# To get hot



## ama_esp

If I wanted to say someone was making me hot. (in a sexual way) How would I say this? For the translation of 'make hot', it says 'calentar'. But, I can't put it together to make it work in a sentence.

Hacer calentarse de mi.

That's all I came up with.
Thanks for the help,
Anita


----------



## BasedowLives

i'd think it'd be (since you're a woman)

ese tipo me calienta mucho - that guy really turns me on

my book says a more vulgar phrase would be "me pone cachonda"


----------



## ama_esp

BasedowLives said:
			
		

> i'd think it'd be (since you're a woman)
> 
> ese tipo me calienta mucho - that guy really turns me on
> 
> my book says a more vulgar phrase would be "me pone cachonda"


 
Is the meaning of cachonda to be hot or turned on??

And thank you for the help.


----------



## marinax

BasedowLives said:
			
		

> my book says a more vulgar phrase would be "me pone cachonda"


 
ha ha ha ha !!  that's something funny to hear from an american !

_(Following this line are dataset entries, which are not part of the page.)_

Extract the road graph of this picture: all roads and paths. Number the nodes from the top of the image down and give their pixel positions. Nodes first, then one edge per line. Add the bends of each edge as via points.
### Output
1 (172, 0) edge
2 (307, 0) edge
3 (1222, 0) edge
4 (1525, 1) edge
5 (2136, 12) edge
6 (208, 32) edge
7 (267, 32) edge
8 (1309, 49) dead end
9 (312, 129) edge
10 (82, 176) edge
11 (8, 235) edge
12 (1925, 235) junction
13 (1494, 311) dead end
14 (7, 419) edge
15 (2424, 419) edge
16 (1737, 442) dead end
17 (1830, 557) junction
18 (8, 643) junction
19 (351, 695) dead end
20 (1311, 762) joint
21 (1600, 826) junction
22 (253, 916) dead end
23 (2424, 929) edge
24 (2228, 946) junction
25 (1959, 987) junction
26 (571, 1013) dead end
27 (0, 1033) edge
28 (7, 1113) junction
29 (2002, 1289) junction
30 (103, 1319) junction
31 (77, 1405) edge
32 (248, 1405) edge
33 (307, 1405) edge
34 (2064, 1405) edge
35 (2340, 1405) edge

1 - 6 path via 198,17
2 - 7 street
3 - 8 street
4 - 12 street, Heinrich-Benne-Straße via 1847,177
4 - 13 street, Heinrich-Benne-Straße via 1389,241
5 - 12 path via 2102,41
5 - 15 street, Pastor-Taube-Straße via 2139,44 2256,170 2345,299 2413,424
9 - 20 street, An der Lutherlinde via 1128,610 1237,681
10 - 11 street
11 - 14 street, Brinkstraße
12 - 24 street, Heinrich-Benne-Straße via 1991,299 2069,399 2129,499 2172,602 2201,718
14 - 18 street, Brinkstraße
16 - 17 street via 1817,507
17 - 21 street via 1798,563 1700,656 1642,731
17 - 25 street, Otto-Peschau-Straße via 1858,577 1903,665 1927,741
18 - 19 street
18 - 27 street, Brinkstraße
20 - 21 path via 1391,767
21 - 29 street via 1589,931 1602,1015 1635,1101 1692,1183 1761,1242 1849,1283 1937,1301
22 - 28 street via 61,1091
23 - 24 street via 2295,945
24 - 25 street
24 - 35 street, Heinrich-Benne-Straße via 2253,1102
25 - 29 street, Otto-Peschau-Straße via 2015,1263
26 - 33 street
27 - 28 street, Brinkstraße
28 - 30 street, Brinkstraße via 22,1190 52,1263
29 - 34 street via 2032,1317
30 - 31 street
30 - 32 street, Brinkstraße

okey, we would say: ese tipo me calienta/esta calentando (this is quite informal)
or: estoy caliente con ese hombre/ ese hombre me pone caliente


----------



## ama_esp

I do not want it to be formal at all. Not vulgar, but definitely informal and sexual in meaning. So am I safe in saying that "ese tipo me calienta" is that guy is getting me hot and "esta calentando" is I am getting hot?
How would I say 'You are getting me hot(or turned on)'?
(You vs. that guy or man or him)


----------



## NINA_BCN

ama_esp said:
			
		

> I do not want it to be formal at all. Not vulgar, but definitely informal and sexual in meaning. So am I safe in saying that "ese tipo me calienta" is that guy is getting me hot and "esta calentando" is I am getting hot?
> How would I say 'You are getting me hot(or turned on)'?
> (You vs. that guy or man or him)


"Me pones". Con eso hay más que suficiente para que te entiendan.


----------



## marinax

ama_esp said:
			
		

> I do not want it to be formal at all. Not vulgar, but definitely informal and sexual in meaning. So am I safe in saying that "ese tipo me calienta" is that guy is getting me hot and "esta calentando" is I am getting hot?
> How would I say 'You are getting me hot(or turned on)'?
> (You vs. that guy or man or him)


 
safe? depends on the guy... i mean, if you are comfortable enough talking with him...
in that case, you might say: me estas calentando (you are getting me hot), or "ese tipo me calienta" if you are telling this to someone who knows him.
"me pone cachonda", at least here, sound more funny than accurate.


----------



## BasedowLives

marinax said:
			
		

> "me pone cachonda", at least here, sound more funny than accurate.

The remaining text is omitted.